_Instructions to follow_: Reproduce word for word the lines between those holding "<< /PageSize [609" and "0 1369 translate 1 -1 scale", inclusive, and nothing else from the data below.
___ Provided information
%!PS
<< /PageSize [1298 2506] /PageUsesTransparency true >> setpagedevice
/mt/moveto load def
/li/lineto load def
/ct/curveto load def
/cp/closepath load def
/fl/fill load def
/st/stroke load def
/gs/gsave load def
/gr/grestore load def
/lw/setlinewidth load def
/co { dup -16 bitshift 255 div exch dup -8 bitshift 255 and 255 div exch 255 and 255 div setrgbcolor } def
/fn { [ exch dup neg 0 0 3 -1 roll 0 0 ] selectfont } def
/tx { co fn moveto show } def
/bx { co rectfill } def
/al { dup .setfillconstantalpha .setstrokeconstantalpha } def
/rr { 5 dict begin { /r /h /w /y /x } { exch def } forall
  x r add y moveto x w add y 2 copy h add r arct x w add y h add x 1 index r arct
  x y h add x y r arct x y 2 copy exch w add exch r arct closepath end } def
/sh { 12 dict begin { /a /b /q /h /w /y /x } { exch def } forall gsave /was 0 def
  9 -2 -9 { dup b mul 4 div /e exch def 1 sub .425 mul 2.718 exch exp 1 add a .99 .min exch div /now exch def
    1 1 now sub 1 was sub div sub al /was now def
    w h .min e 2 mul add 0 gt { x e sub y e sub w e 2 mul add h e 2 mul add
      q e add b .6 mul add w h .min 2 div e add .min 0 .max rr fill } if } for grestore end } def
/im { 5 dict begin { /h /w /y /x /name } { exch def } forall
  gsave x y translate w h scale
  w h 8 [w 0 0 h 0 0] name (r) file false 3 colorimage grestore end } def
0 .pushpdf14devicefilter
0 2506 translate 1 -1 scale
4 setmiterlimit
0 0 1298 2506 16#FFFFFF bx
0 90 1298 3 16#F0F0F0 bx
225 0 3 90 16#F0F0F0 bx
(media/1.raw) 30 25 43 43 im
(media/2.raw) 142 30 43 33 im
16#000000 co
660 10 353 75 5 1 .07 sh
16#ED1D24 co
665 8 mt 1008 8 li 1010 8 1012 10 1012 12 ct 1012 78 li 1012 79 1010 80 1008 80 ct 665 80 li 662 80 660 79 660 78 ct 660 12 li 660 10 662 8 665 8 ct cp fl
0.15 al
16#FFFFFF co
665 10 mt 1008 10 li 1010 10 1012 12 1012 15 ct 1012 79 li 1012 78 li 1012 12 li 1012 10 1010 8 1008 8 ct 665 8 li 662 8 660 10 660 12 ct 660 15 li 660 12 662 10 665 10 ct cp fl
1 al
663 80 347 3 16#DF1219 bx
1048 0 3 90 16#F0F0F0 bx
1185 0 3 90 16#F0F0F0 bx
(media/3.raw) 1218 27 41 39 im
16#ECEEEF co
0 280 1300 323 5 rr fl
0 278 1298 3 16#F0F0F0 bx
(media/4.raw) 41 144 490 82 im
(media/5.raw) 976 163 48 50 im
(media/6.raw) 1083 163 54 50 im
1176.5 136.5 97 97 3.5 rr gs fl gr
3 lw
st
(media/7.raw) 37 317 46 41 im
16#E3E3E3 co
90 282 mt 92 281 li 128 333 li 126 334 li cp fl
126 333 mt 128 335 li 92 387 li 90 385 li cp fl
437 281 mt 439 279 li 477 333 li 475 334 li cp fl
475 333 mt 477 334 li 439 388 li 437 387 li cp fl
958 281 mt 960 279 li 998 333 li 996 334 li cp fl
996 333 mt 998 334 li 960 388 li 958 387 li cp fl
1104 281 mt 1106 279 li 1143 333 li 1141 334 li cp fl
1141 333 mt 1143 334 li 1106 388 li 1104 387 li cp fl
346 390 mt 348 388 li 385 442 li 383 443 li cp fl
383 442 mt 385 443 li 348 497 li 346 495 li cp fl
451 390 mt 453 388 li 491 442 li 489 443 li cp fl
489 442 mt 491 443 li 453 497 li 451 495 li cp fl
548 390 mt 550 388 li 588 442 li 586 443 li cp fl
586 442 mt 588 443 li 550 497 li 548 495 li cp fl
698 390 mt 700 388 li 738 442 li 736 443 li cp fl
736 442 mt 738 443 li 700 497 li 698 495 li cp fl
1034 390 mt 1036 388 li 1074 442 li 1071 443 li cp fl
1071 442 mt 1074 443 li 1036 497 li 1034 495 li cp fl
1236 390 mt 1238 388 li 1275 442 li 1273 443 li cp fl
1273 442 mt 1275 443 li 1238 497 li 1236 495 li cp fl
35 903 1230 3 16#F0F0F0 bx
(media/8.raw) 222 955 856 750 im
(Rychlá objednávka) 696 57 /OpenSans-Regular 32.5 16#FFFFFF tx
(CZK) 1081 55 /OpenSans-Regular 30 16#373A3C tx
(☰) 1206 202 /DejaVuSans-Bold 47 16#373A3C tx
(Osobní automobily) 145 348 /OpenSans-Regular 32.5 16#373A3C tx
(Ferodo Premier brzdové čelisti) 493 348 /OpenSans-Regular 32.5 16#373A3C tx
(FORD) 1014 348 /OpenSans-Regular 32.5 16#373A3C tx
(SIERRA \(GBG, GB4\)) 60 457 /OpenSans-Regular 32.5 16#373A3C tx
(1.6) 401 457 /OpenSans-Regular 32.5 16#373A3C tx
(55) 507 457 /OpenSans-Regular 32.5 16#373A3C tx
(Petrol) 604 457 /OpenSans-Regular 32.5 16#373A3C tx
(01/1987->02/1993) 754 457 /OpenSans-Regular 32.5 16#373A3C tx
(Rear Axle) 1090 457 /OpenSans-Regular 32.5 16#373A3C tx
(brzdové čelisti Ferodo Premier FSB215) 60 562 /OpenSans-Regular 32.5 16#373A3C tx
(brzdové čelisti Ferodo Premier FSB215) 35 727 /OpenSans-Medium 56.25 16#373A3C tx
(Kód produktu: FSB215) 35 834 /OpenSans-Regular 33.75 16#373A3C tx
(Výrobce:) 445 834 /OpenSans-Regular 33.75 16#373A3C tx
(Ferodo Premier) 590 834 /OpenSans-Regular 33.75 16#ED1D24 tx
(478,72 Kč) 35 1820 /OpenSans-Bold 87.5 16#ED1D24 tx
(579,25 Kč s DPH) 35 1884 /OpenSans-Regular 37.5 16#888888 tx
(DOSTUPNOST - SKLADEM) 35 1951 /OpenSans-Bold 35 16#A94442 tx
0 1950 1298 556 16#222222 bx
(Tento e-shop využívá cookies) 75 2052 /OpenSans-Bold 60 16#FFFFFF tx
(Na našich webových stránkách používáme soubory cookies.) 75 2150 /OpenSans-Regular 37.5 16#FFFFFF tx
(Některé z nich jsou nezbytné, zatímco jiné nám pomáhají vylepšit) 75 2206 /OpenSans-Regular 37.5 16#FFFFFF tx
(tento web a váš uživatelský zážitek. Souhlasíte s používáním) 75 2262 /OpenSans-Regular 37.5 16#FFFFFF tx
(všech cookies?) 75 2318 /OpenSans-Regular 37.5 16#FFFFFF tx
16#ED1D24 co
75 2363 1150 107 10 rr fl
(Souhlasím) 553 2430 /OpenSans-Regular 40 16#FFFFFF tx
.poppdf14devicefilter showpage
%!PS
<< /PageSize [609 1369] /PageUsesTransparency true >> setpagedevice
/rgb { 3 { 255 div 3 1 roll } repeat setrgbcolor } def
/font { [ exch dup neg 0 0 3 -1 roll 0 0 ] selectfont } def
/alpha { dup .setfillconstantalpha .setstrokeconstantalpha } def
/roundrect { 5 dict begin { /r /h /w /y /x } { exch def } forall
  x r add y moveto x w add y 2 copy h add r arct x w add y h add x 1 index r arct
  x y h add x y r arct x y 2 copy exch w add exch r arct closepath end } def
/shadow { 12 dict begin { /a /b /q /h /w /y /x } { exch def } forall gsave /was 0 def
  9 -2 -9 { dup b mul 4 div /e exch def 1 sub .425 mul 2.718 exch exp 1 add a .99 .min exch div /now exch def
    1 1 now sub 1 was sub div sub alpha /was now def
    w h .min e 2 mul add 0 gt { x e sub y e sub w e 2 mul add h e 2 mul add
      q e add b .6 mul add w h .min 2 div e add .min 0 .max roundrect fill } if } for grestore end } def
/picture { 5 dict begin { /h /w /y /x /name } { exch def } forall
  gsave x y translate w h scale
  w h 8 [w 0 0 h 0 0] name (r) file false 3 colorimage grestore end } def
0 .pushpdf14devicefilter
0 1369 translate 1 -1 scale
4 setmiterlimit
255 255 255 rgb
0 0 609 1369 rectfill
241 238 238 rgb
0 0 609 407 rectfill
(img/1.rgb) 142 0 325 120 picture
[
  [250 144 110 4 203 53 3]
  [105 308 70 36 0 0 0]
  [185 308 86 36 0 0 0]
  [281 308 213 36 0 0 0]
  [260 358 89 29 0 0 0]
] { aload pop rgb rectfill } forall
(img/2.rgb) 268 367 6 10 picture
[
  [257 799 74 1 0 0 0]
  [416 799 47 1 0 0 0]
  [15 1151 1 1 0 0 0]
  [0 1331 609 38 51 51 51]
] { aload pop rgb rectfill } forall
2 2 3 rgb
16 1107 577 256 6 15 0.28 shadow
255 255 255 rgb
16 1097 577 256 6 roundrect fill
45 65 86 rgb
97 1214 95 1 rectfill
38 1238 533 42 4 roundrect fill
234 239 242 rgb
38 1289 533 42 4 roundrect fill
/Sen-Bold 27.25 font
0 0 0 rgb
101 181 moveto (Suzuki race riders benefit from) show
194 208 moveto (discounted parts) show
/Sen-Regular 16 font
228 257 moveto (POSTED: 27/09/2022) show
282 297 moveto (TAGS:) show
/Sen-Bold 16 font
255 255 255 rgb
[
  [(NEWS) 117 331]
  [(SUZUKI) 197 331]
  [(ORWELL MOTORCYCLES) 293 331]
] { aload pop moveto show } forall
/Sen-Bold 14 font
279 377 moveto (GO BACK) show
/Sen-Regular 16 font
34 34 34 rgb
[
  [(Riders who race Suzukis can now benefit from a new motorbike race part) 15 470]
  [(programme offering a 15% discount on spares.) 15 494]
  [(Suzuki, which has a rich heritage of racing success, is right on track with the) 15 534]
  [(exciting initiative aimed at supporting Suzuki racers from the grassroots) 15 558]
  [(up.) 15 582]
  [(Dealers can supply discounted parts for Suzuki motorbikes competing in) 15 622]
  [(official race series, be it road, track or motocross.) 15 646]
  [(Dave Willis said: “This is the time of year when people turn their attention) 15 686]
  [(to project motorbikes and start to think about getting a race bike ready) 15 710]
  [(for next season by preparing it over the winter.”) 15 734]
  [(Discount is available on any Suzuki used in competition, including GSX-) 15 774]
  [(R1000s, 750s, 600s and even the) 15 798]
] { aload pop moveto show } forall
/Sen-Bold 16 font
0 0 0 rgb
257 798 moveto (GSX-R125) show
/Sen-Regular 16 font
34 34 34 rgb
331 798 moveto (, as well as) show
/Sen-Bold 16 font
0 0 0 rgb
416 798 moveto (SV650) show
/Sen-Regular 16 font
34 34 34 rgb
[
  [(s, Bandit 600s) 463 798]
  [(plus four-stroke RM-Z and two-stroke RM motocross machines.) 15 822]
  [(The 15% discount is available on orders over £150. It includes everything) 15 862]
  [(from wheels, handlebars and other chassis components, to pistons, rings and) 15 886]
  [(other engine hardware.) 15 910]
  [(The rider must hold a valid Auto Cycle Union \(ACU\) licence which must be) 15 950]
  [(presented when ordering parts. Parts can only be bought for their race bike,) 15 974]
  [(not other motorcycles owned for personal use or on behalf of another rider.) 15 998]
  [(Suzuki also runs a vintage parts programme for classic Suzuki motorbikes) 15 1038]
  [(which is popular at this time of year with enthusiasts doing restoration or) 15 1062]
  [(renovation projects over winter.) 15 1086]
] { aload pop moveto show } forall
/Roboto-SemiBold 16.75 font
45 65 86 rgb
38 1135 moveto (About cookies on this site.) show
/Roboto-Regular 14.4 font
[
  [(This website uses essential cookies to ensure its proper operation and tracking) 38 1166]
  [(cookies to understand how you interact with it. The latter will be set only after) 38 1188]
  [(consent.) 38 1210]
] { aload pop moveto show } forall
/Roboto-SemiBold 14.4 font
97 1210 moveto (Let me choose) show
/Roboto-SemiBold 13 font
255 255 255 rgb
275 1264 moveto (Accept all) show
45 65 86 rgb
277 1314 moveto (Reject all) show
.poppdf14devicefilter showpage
______
_Solution for this task_:
<< /PageSize [609 1369] /PageUsesTransparency true >> setpagedevice
/rgb { 3 { 255 div 3 1 roll } repeat setrgbcolor } def
/font { [ exch dup neg 0 0 3 -1 roll 0 0 ] selectfont } def
/alpha { dup .setfillconstantalpha .setstrokeconstantalpha } def
/roundrect { 5 dict begin { /r /h /w /y /x } { exch def } forall
  x r add y moveto x w add y 2 copy h add r arct x w add y h add x 1 index r arct
  x y h add x y r arct x y 2 copy exch w add exch r arct closepath end } def
/shadow { 12 dict begin { /a /b /q /h /w /y /x } { exch def } forall gsave /was 0 def
  9 -2 -9 { dup b mul 4 div /e exch def 1 sub .425 mul 2.718 exch exp 1 add a .99 .min exch div /now exch def
    1 1 now sub 1 was sub div sub alpha /was now def
    w h .min e 2 mul add 0 gt { x e sub y e sub w e 2 mul add h e 2 mul add
      q e add b .6 mul add w h .min 2 div e add .min 0 .max roundrect fill } if } for grestore end } def
/picture { 5 dict begin { /h /w /y /x /name } { exch def } forall
  gsave x y translate w h scale
  w h 8 [w 0 0 h 0 0] name (r) file false 3 colorimage grestore end } def
0 .pushpdf14devicefilter
0 1369 translate 1 -1 scale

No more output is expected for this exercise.